# Opening Stated Meeting in an EAM Lodge?



## Smokey613 (Feb 9, 2009)

Has anyone been to a stated meeting opened in an EAM Lodge? Just curious if this was still permitted as passed a year or 2 ago.


----------



## eagle1966 (Feb 9, 2009)

*EA stated meetings*

we here at Clyde Lodge 1056 have had several since we have had a couple of EA and FC working in the last 6 months and have been to several others inthe lodges in Abilene


----------



## RJS (Feb 9, 2009)

I have not.


----------



## dwbailey (Feb 9, 2009)

*EStated meeting in an EA lodge*

Justin 963 has held stated meetings in an EA lodge, as recently as last week (only when an EA showed up and wished to participate).


----------



## TCShelton (Feb 9, 2009)

At 148, all of our stated meetings are opened in the EA.


----------



## jwardl (Feb 9, 2009)

Not us -- though we do hold an open portion that EA's,  FC's, and visitors are allowed to attend.


----------



## Jon D. Smith (Feb 9, 2009)

It was offered when I was an EA and an FC. I thought that it was more important to stay outside and continue my studies. I felt that patience was an important virtue and that I needed to earn my place in the Lodge.


----------



## Bro. Stewart P.M. (Feb 9, 2009)

Our Junior Past Master opened in EAM on several occasions. Our current WM chooses not to open in anything other than MM.

Personally the evenings that I spent outside the tyled door encouraged me to finish my work... but thats just me.


----------



## KD5NM (Feb 9, 2009)

We always open in an EA if there is an EA or FC present.
Bill Gordon
Malakoff 759


----------



## jonesvilletexas (Feb 9, 2009)

Yes Melrose has opened in an EA and I for one see no need.


----------



## Bill Lins (Feb 9, 2009)

Our last WM refused to do it, but our current WM has opened in the EA on several occasions. When we do so, we instruct the EA's present not to vote on any issues. It generally hasn't caused any problems.


----------



## fairbanks1363pm (Feb 10, 2009)

we have most of our meetings in an ea lodge.  we usualy have 1-4ea's at lodge so instead of sending them home when we go upstairs they stay and participate in our meetings.  i think this keeps them active.


----------



## rhitland (Feb 10, 2009)

148 has opened in EA seeminlg since the law passed. I have been told by EAs they enjoy sitting in the meetings and get alot out of them. We always have a education paper at stated meeting that would be ashame for EAs to miss. I think this was one of the best boldest move for the Craft going back to the way it was done in the begining by opening in EA.


----------



## Ben Rodriguez (Feb 10, 2009)

dwbailey said:


> Justin 963 has held stated meetings in an EA lodge, as recently as last week (only when an EA showed up and wished to participate).

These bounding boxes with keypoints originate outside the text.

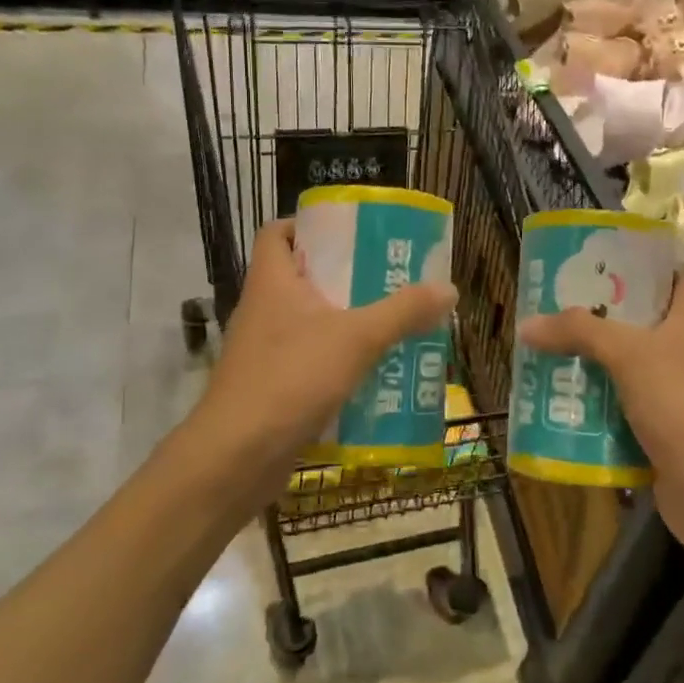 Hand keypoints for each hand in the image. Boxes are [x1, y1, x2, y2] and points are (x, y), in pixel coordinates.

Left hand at [189, 219, 454, 505]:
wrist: (235, 458)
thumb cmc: (291, 379)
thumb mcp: (357, 338)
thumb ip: (403, 312)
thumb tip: (448, 288)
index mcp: (273, 281)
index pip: (277, 232)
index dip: (308, 224)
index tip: (349, 232)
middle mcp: (263, 309)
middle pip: (303, 277)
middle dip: (346, 276)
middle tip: (389, 277)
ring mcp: (264, 351)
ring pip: (309, 322)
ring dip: (347, 322)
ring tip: (392, 323)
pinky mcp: (271, 387)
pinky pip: (309, 361)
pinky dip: (338, 362)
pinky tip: (373, 373)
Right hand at [518, 270, 683, 558]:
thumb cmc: (681, 403)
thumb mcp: (628, 354)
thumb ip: (579, 331)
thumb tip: (527, 324)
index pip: (671, 274)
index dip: (640, 263)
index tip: (597, 259)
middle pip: (638, 318)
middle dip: (598, 313)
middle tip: (553, 304)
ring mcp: (673, 388)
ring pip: (625, 363)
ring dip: (590, 359)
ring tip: (545, 348)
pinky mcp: (660, 425)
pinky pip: (620, 403)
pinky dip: (594, 400)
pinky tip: (559, 396) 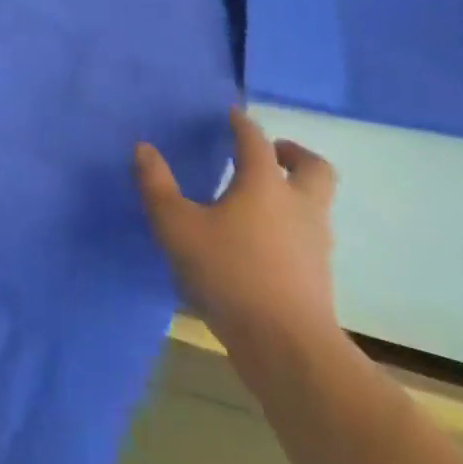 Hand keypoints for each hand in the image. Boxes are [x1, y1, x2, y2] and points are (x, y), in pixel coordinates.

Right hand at [135, 108, 338, 358]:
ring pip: (315, 204)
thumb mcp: (176, 226)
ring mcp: (315, 244)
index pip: (256, 140)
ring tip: (259, 200)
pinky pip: (308, 236)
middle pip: (314, 168)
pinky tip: (262, 242)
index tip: (231, 115)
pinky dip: (290, 227)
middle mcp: (298, 206)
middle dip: (293, 154)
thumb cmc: (230, 274)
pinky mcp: (318, 278)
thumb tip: (143, 148)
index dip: (242, 124)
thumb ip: (156, 186)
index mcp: (264, 185)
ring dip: (294, 192)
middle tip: (271, 152)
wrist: (289, 349)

I visited the Justin Lodge 963 this previous last week. So I was that EA for the night


----------



## Wingnut (Feb 10, 2009)

We always open in an EA.  There has been a few occasions when we opened in a MM did a proficency then dropped to EA and back to MM to close.  (Or FC on 1 or 2 occasions).


----------



## Joey (Feb 10, 2009)

I will open an EA of FC lodge if there is one present. The only time I refused to is when I had my official DDGM visit. 
I'm not 100% on calling down and then back up. The only reason I didn't that night is because we had so many visitors and several DDGM's (past and present). I wanted to do the best job of opening and closing possible. I feel it's best to do what you're comfortable with rather than looking like a goon that doesn't have a clue. 
That's just my $.02.


----------



## skicat1898 (Feb 11, 2009)

We only open in a EA if one is going to be there. We encourage it because it is a means to keep them interested in "Further Light"....

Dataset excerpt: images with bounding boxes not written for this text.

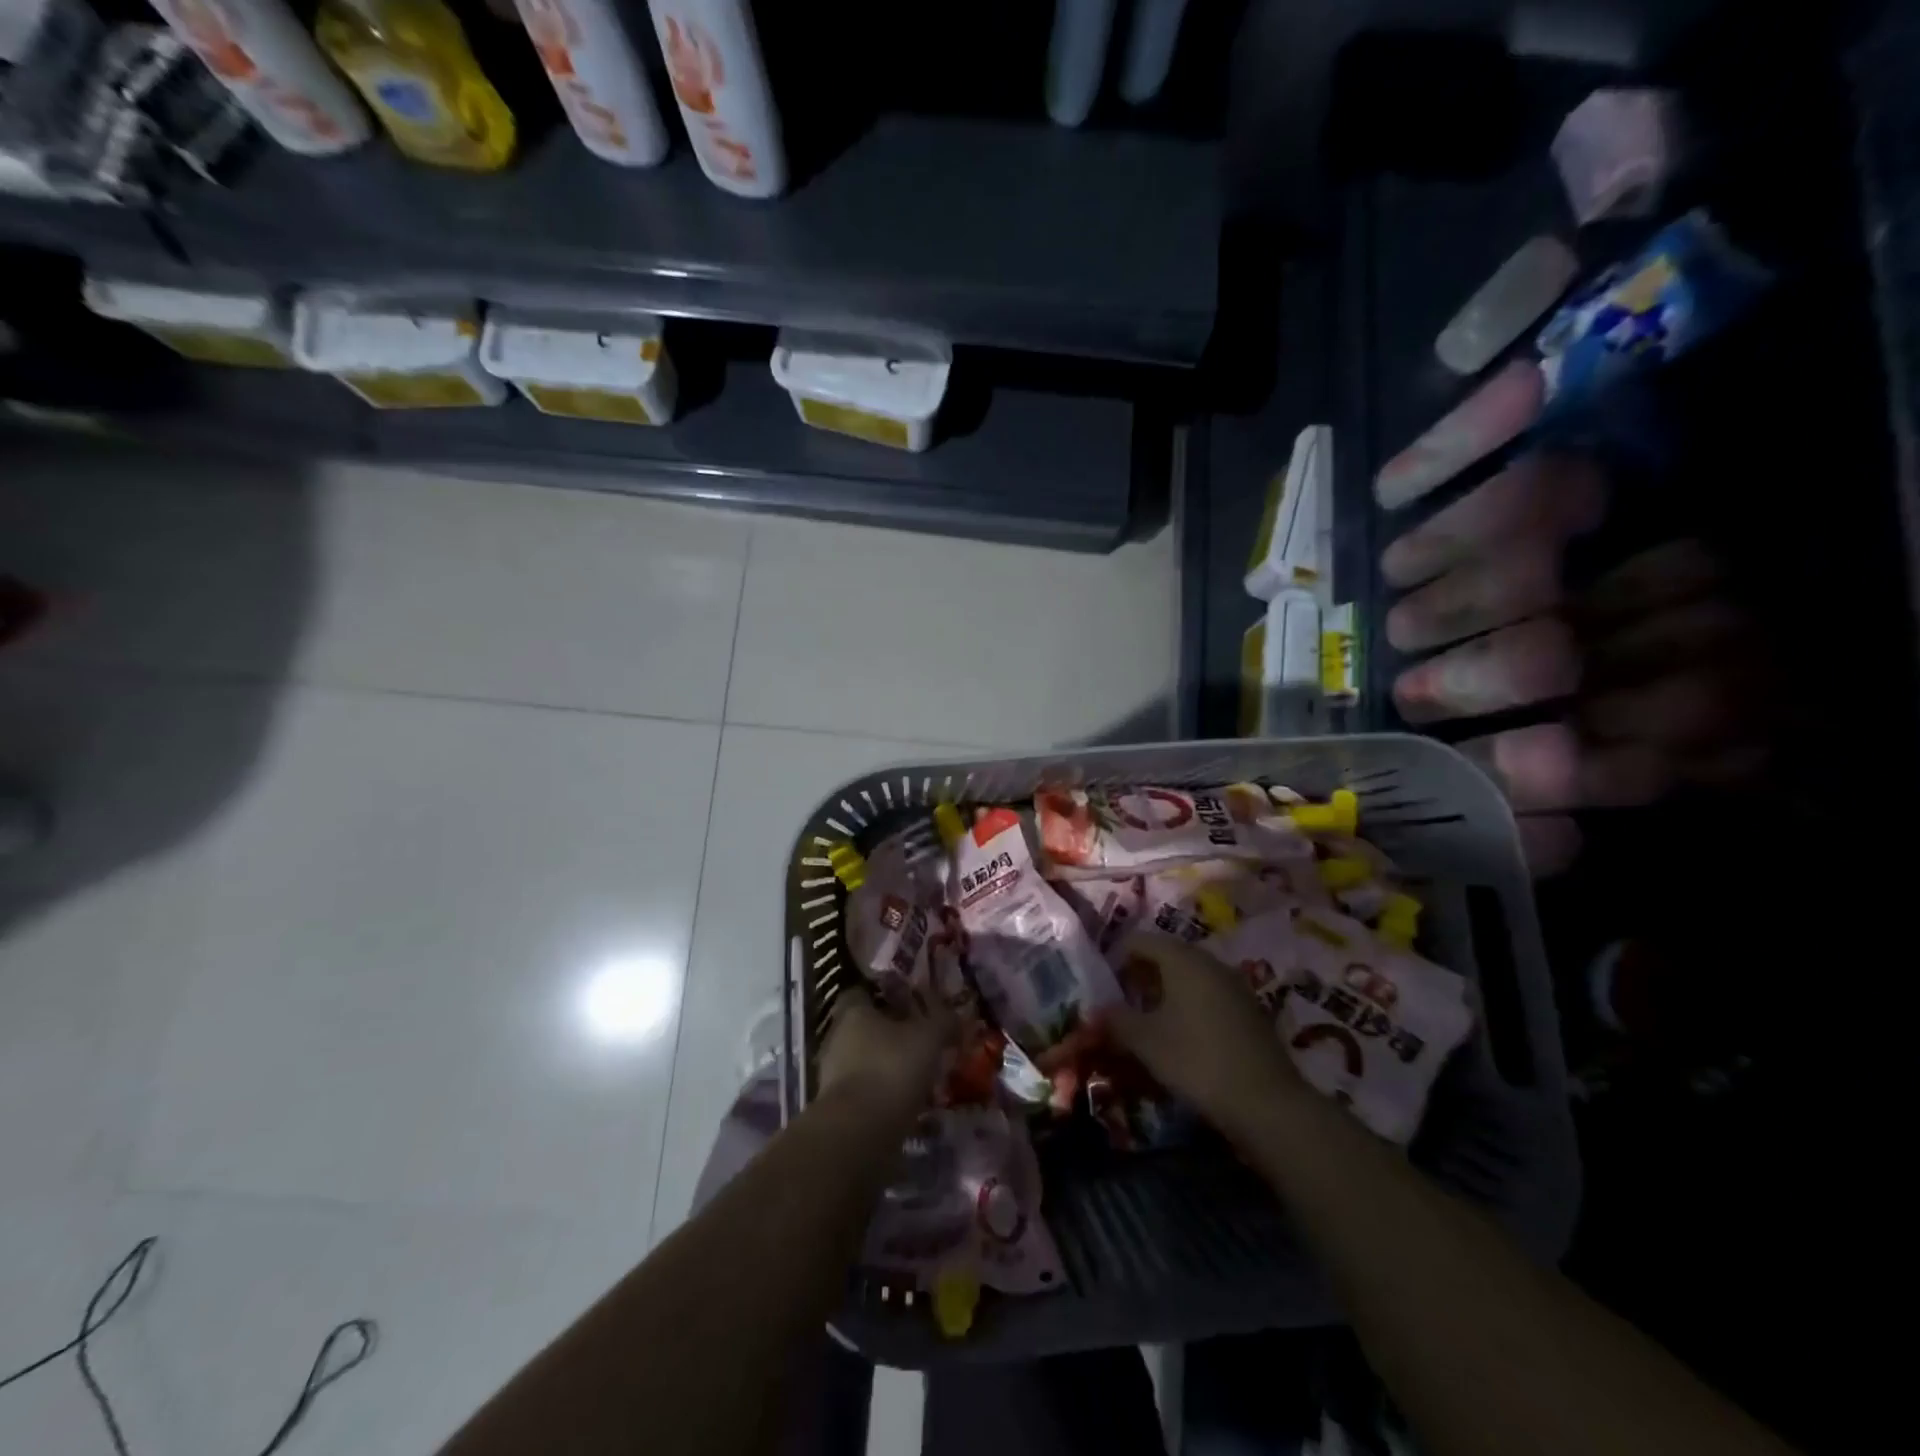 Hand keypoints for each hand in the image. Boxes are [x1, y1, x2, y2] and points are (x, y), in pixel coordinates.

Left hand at [817, 988, 953, 1117]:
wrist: (858, 1133)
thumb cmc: (891, 1069)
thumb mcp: (928, 1038)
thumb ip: (943, 1022)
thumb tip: (956, 1016)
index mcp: (853, 1012)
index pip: (863, 992)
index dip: (886, 996)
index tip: (910, 1005)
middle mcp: (837, 1038)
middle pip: (865, 1029)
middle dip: (891, 1036)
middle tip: (922, 1043)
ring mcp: (833, 1075)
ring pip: (866, 1062)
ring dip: (889, 1068)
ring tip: (921, 1079)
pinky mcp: (837, 1108)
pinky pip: (866, 1094)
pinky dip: (885, 1098)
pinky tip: (910, 1108)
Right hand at [1108, 933, 1305, 1142]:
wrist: (1267, 1103)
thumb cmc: (1196, 1060)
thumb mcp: (1146, 1041)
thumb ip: (1116, 1019)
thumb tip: (1095, 1010)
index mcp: (1182, 958)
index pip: (1139, 941)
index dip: (1115, 958)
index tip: (1101, 984)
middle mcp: (1209, 962)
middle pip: (1165, 955)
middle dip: (1139, 976)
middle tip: (1120, 1003)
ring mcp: (1233, 985)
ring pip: (1188, 976)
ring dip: (1164, 992)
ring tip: (1146, 1021)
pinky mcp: (1248, 1010)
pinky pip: (1208, 995)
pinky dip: (1188, 1006)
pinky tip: (1180, 1035)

If the DDGM is going to be in attendence we open in a MM.


----------



## nick1368 (Feb 11, 2009)

Nederland has never opened in EA or FC for stated meetings.


----------



## Bill Lins (Feb 11, 2009)

Joey said:


> I will open an EA of FC lodge if there is one present. The only time I refused to is when I had my official DDGM visit.
> I'm not 100% on calling down and then back up. The only reason I didn't that night is because we had so many visitors and several DDGM's (past and present). I wanted to do the best job of opening and closing possible. I feel it's best to do what you're comfortable with rather than looking like a goon that doesn't have a clue.
> That's just my $.02.



Sounds like you did the right thing without knowing it. ;-) According to Article 331 of the Grand Lodge Law, the DDGM's official visit (or any other time you're officially receiving a Grand Lodge officer) MUST be in a MM Lodge.


----------



## Joey (Feb 12, 2009)

Bill_Lins77488 said:


> Sounds like you did the right thing without knowing it. ;-) According to Article 331 of the Grand Lodge Law, the DDGM's official visit (or any other time you're officially receiving a Grand Lodge officer) MUST be in a MM Lodge.

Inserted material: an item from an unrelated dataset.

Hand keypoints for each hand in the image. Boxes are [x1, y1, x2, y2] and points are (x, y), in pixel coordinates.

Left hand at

Well.... I thought I had read that. But, one of our PDDGM's said that it would be ok to open a MM then call down to an EA so the EA could hear the GM's message. I didn't feel like doing it because it would have slowed the meeting down AND, I've not called down from a MM before.....


----------



## Blake Bowden (Feb 12, 2009)

Slowed down the meeting? Nah Bro. Joey, it was me giving this lecture (which I felt was needed):

http://masonsoftexas.com/showthread.php?t=604

btw, I had permission from our acting Master and DDGM to give it prior to him speaking.


----------



## Texas_Justice85 (Feb 12, 2009)

I have been to 2 EA lodges since I was raised in December at my Lodge in Waco.


----------



## fairbanks1363pm (Feb 12, 2009)

we received the ddgm in a msters lodge and he told us to call off and open an ea lodge.  we had 3 eas at the lodge and he wanted them to hear his message.


----------



## Bill Lins (Feb 12, 2009)

Joey said:


> one of our PDDGM's said that it would be ok to open a MM then call down to an EA so the EA could hear the GM's message.QUOTE]
> 
> That's cool. Once you've received the DDGM, you can call the MM Lodge to refreshment & open an EA Lodge with a double order. Sure makes for a long evening, though, by the time you close the EA Lodge, call the MM Lodge to labor, & close it. Whew!


----------